Presentation

LEDNA (Laboratoire Edifices Nanométriques) is a research laboratory with 18 permanent staff and a dozen PhD students, post-docs and fixed-term contracts.

Focused on fundamental nanoscience research, its expertise focuses on the bottom-up development of methods for the synthesis and elaboration of original nano-objects or nanostructured materials. The aim is to develop applications with a high societal impact in the fields of energy, the environment, health and functional composite materials.

LEDNA’s main scientific objective is to study the physico-chemical phenomena involved in the design of high-performance synthesis processes (yield, efficiency, etc.) in the gas or liquid phase, and to analyze their intrinsic physical, chemical and mechanical properties as a result of their small size, or after they have been shaped into materials or devices, with a view to their application.

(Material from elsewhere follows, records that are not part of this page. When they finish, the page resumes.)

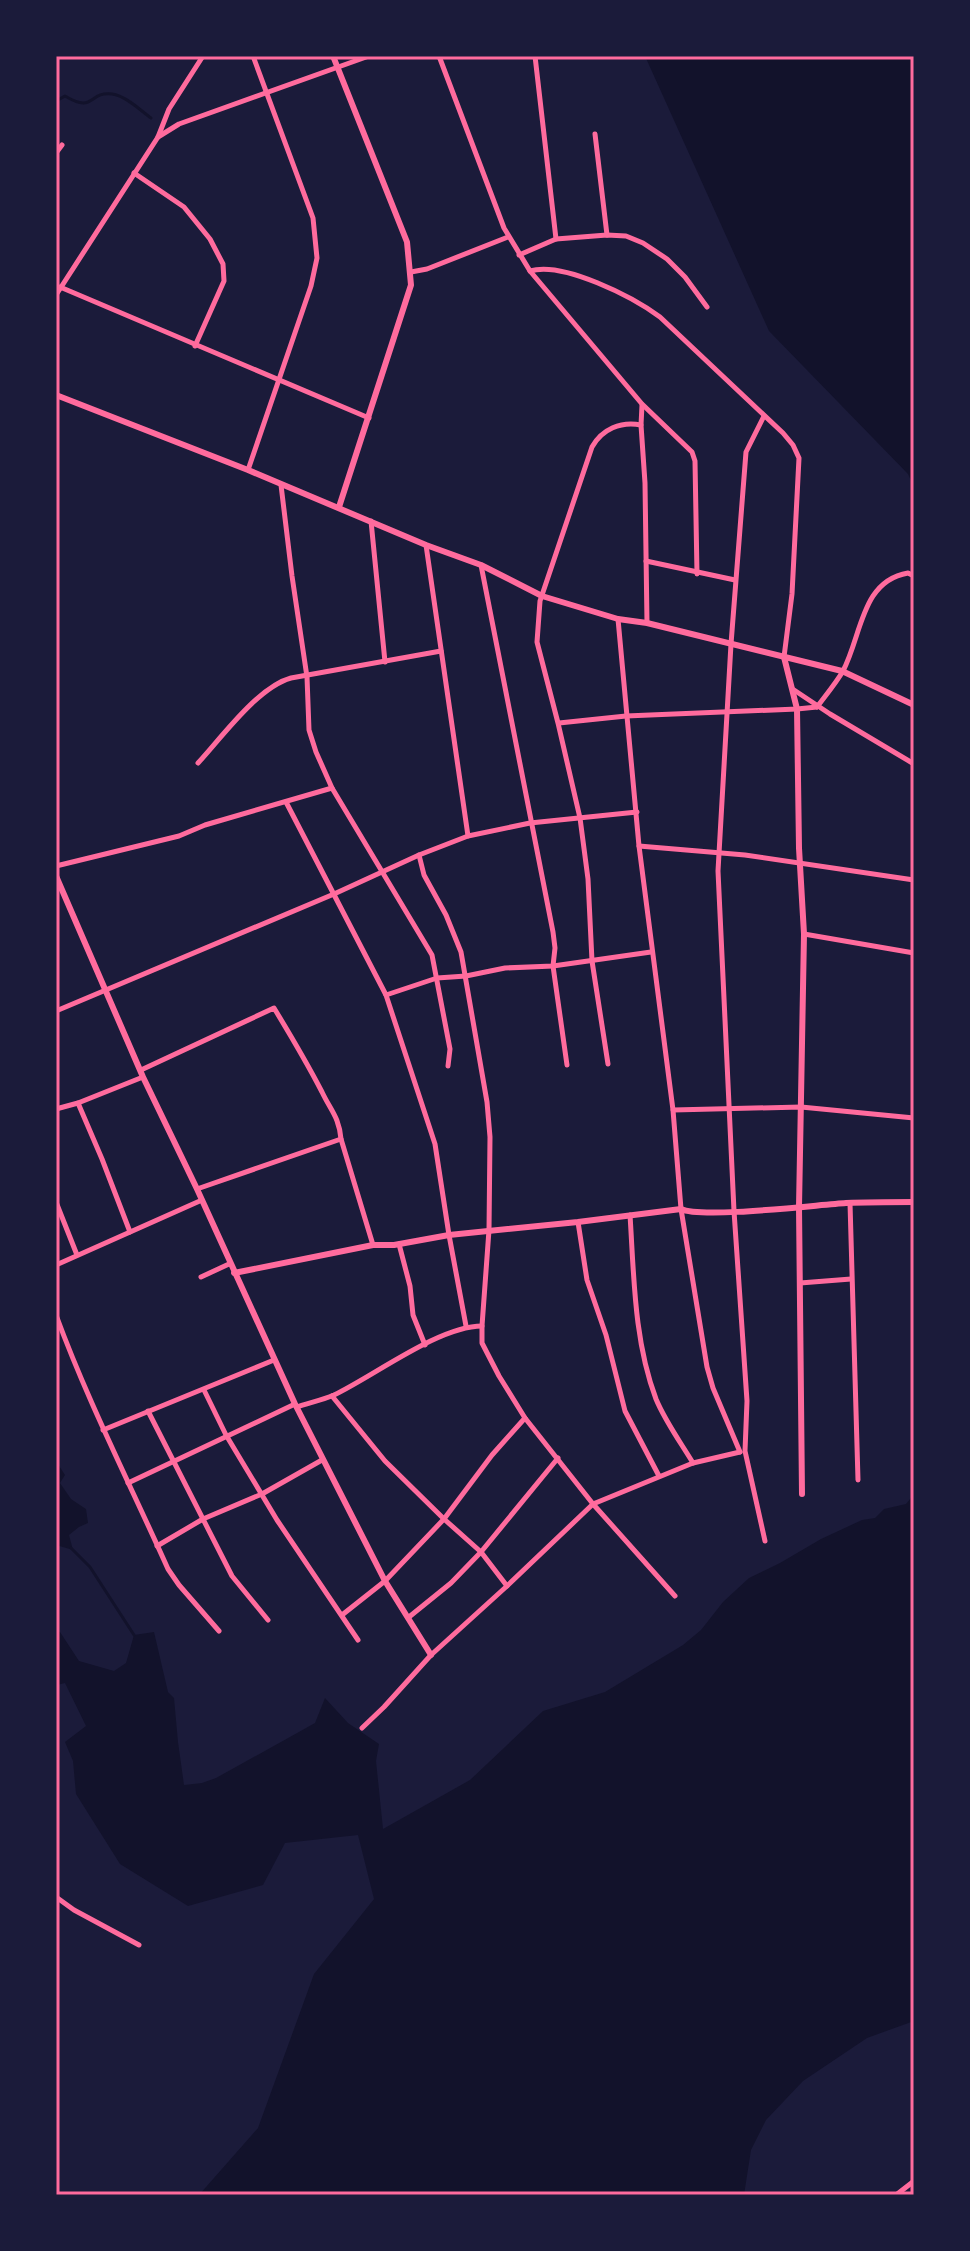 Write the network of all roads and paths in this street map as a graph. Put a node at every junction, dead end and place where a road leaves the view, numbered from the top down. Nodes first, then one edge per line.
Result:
1 (203, 56) edge
2 (253, 56) edge
3 (333, 56) edge
4 (369, 56) edge
5 (439, 56) edge
6 (535, 56) edge
7 (336, 66) junction
8 (266, 94) junction
9 (595, 134) dead end
10 (158, 137) junction
11 (62, 145) dead end
12 (56, 153) edge
13 (134, 173) junction
14 (607, 235) junction
15 (508, 237) junction
16 (556, 239) junction
17 (519, 255) junction
18 (530, 271) junction
19 (411, 272) junction
20 (60, 287) junction
21 (56, 295) edge
22 (707, 307) dead end
23 (195, 346) junction
24 (278, 381) junction
25 (56, 395) edge
26 (642, 404) junction
27 (764, 416) junction
28 (369, 418) junction
29 (641, 425) junction
30 (248, 470) junction
31 (281, 485) junction
32 (339, 507) junction
33 (371, 521) junction
34 (426, 545) junction
35 (646, 561) junction
36 (481, 565) junction
37 (697, 574) junction
38 (914, 576) edge
39 (735, 580) junction
40 (542, 596) junction
41 (618, 619) junction
42 (647, 623) junction
43 (731, 644) junction
44 (441, 651) junction
45 (784, 657) junction
46 (385, 662) junction
47 (842, 671) junction
48 (307, 677) junction
49 (794, 690) junction
50 (914, 705) edge
51 (817, 707) junction
52 (797, 709) junction
53 (726, 712) junction
54 (626, 716) junction
55 (558, 723) junction
56 (198, 763) dead end
57 (914, 764) edge
58 (332, 788) junction
59 (286, 802) junction
60 (637, 812) junction
61 (580, 818) junction
62 (530, 823) junction
63 (468, 836) junction
64 (639, 846) junction
65 (720, 853) junction
66 (419, 855) junction
67 (800, 863) junction
68 (56, 866) edge
69 (381, 872) junction
70 (56, 876) edge
71 (914, 880) edge
72 (334, 894) junction
73 (804, 934) junction
74 (651, 952) junction
75 (914, 953) edge
76 (592, 961) junction
77 (553, 966) junction
78 (466, 976) junction
79 (437, 978) junction
80 (105, 991) junction
81 (386, 995) junction
82 (56, 1011) edge
83 (608, 1064) dead end
84 (567, 1065) dead end
85 (448, 1066) dead end
86 (142, 1073) junction
87 (78, 1103) junction
88 (801, 1107) junction
89 (730, 1108) junction
90 (56, 1109) edge
91 (673, 1110) junction
92 (914, 1118) edge
93 (341, 1139) junction
94 (197, 1189) junction
95 (202, 1200) junction
96 (56, 1202) edge
97 (914, 1202) edge
98 (850, 1203) junction
99 (799, 1207) junction
100 (681, 1209) junction
101 (734, 1211) junction
102 (630, 1215) junction
103 (578, 1222) junction
104 (489, 1230) junction
105 (130, 1232) junction
106 (449, 1235) junction
107 (399, 1244) junction
108 (373, 1245) junction
109 (77, 1255) junction
110 (229, 1264) junction
111 (56, 1265) edge
112 (234, 1273) junction
113 (201, 1277) dead end
114 (851, 1279) junction
115 (800, 1283) junction
116 (56, 1315) edge
117 (466, 1326) junction
118 (482, 1326) junction
119 (425, 1345) junction
120 (274, 1360) junction
121 (204, 1390) junction
122 (332, 1396) junction
123 (296, 1406) junction
124 (148, 1411) junction
125 (525, 1418) junction
126 (103, 1430) junction
127 (226, 1435) junction
128 (742, 1451) junction
129 (558, 1458) junction
130 (322, 1460) junction
131 (172, 1461) junction
132 (693, 1463) junction
133 (659, 1476) junction
134 (858, 1480) dead end
135 (128, 1483) junction
136 (262, 1494) junction
137 (802, 1494) dead end
138 (593, 1504) junction
139 (203, 1519) junction
140 (444, 1519) junction
141 (765, 1541) dead end
142 (157, 1546) junction
143 (481, 1552) junction
144 (385, 1581) junction
145 (507, 1586) junction
146 (675, 1596) dead end
147 (342, 1615) junction
148 (409, 1617) junction
149 (268, 1620) dead end
150 (219, 1631) dead end
151 (358, 1640) dead end
152 (431, 1655) junction
153 (362, 1728) dead end
154 (56, 1897) edge
155 (139, 1945) dead end
156 (914, 2181) edge
157 (896, 2195) edge

1 - 10 street
2 - 8 street
3 - 7 street
4 - 7 street
5 - 15 street
6 - 16 street
7 - 8 street
7 - 19 street
8 - 10 street
8 - 24 street
9 - 14 street
10 - 13 street
11 - 12 street
13 - 20 street
13 - 23 street
14 - 16 street
14 - 22 street
15 - 17 street
15 - 19 street
16 - 17 street
17 - 18 street
18 - 26 street
18 - 27 street
19 - 28 street
20 - 21 street
20 - 23 street
23 - 24 street
24 - 28 street
24 - 30 street
25 - 30 street
26 - 29 street
26 - 37 street
27 - 39 street
27 - 45 street
28 - 32 street
29 - 35 street
29 - 40 street
30 - 31 street
31 - 32 street
31 - 48 street
32 - 33 street
33 - 34 street
33 - 46 street
34 - 36 street
34 - 44 street
35 - 37 street
35 - 42 street
36 - 40 street
36 - 62 street
37 - 39 street
38 - 47 street
39 - 43 street
40 - 41 street
40 - 55 street
41 - 42 street
41 - 54 street
42 - 43 street
43 - 45 street
43 - 53 street
44 - 46 street
44 - 63 street
45 - 47 street
45 - 49 street
46 - 48 street
47 - 50 street
47 - 51 street
48 - 56 street
48 - 58 street
49 - 51 street
49 - 52 street
51 - 52 street
51 - 57 street
52 - 53 street
52 - 67 street
53 - 54 street
53 - 65 street
54 - 55 street
54 - 60 street
55 - 61 street
58 - 59 street
58 - 69 street
59 - 68 street
59 - 72 street
60 - 61 street
60 - 64 street
61 - 62 street
61 - 76 street
62 - 63 street
62 - 77 street
63 - 66 street
64 - 65 street
64 - 74 street
65 - 67 street
65 - 89 street
66 - 69 street
66 - 78 street
67 - 71 street
67 - 73 street
69 - 72 street
69 - 79 street
70 - 80 street
72 - 80 street
72 - 81 street
73 - 75 street
73 - 88 street
74 - 76 street
74 - 91 street
76 - 77 street
76 - 83 street
77 - 78 street
77 - 84 street
78 - 79 street
78 - 104 street
79 - 81 street
79 - 85 street
80 - 82 street
80 - 86 street
81 - 106 street
86 - 87 street
86 - 93 street
86 - 94 street
87 - 90 street
87 - 105 street
88 - 89 street
88 - 92 street
88 - 99 street
89 - 91 street
89 - 101 street
91 - 100 street
93 - 94 street
93 - 108 street
94 - 95 street
95 - 105 street
95 - 110 street
96 - 109 street
97 - 98 street
98 - 99 street
98 - 114 street
99 - 101 street
99 - 115 street
100 - 101 street
100 - 102 street
100 - 128 street
101 - 128 street
102 - 103 street
102 - 132 street
103 - 104 street
103 - 133 street
104 - 106 street
104 - 118 street
105 - 109 street
106 - 107 street
106 - 117 street
107 - 108 street
107 - 119 street
108 - 112 street
109 - 111 street
110 - 112 street
110 - 113 street
112 - 120 street
114 - 115 street
114 - 134 street
115 - 137 street
116 - 126 street
117 - 118 street
117 - 119 street
118 - 125 street
119 - 122 street
120 - 121 street
120 - 123 street
121 - 124 street
121 - 127 street
122 - 123 street
122 - 140 street
123 - 127 street
123 - 130 street
124 - 126 street
124 - 131 street
125 - 129 street
125 - 140 street
126 - 135 street
127 - 131 street
127 - 136 street
128 - 132 street
128 - 141 street
129 - 138 street
129 - 143 street
130 - 136 street
130 - 144 street
131 - 135 street
131 - 139 street
132 - 133 street
133 - 138 street
135 - 142 street
136 - 139 street
136 - 147 street
138 - 145 street
138 - 146 street
139 - 142 street
139 - 149 street
140 - 143 street
140 - 144 street
142 - 150 street
143 - 145 street
143 - 148 street
144 - 147 street
144 - 148 street
145 - 152 street
147 - 151 street
148 - 152 street
152 - 153 street
154 - 155 street
156 - 157 street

This research is organized around several themes:

  • Gas-phase synthesis:
    • Gas-phase synthesis (laser pyrolysis, CVD, PVD, etc.) of nanoparticles or nanocomposite thin films,
    • Synthesis of carbon nanostructures (e.g. aligned carbon nanotubes, nanodiamonds)
    • Development of nanostructured electrocatalysts,
  • Liquid synthesis:
    • Gold nanoparticles for plasmonics and nanomedicine,
    • Synthesis of nanoporous oxide materials
    • Electrochemical synthesis of nanostructured oxide thin films

LEDNA is also involved in cross-disciplinary work on surface functionalization and nano-object shaping. It is interested in the societal impacts of these nano-objects by studying their toxicity, in collaboration with biologists.

To carry out these studies, the LEDNA is developing instrumentation:

  • aerodynamic lenses to generate nanoparticle jets for synthesis and analysis (in the laboratory and on synchrotron)
  • synthesis devices dedicated to in situ analysis (laboratory and synchrotron)
  • on-line process analysis techniques (mass spectrometry, LIBS, etc.)

and has high-performance characterization equipment adapted to the study of nanoobjects:

  • FEG-SEM,
  • Raman Spectroscopy,
  • Photon Correlation Spectroscopy, etc…


and measurements of chemical, physical or mechanical properties:

  • electrical,
  • electrochemical measurements
  • etc..

LEDNA also works with major instruments (SOLEIL, ESRF, etc.), submitting projects and collaborating on internal beam time.

One of the specific features of the LEDNA team is the balance between academic and applied research: for systems that have reached a level of maturity that enables them to be proposed for industrial use, LEDNA works on joint R&D projects to transpose the synthesis processes and devices developed in the laboratory to the next pre-industrial scale (prototypes, TRL 2 to 5). To achieve this, LEDNA relies on existing partnerships: (Sté Nawatechnologies, Sté Ethera, RTE-France…) or those under construction, and collaborates with numerous national research teams (ICMO and LPS d’Orsay, CEA-LITEN, ICGM Montpellier, LNIO UTT-Troyes…) or international teams (NTU Singapore, Karlsruhe-KIT, University of Birmingham…).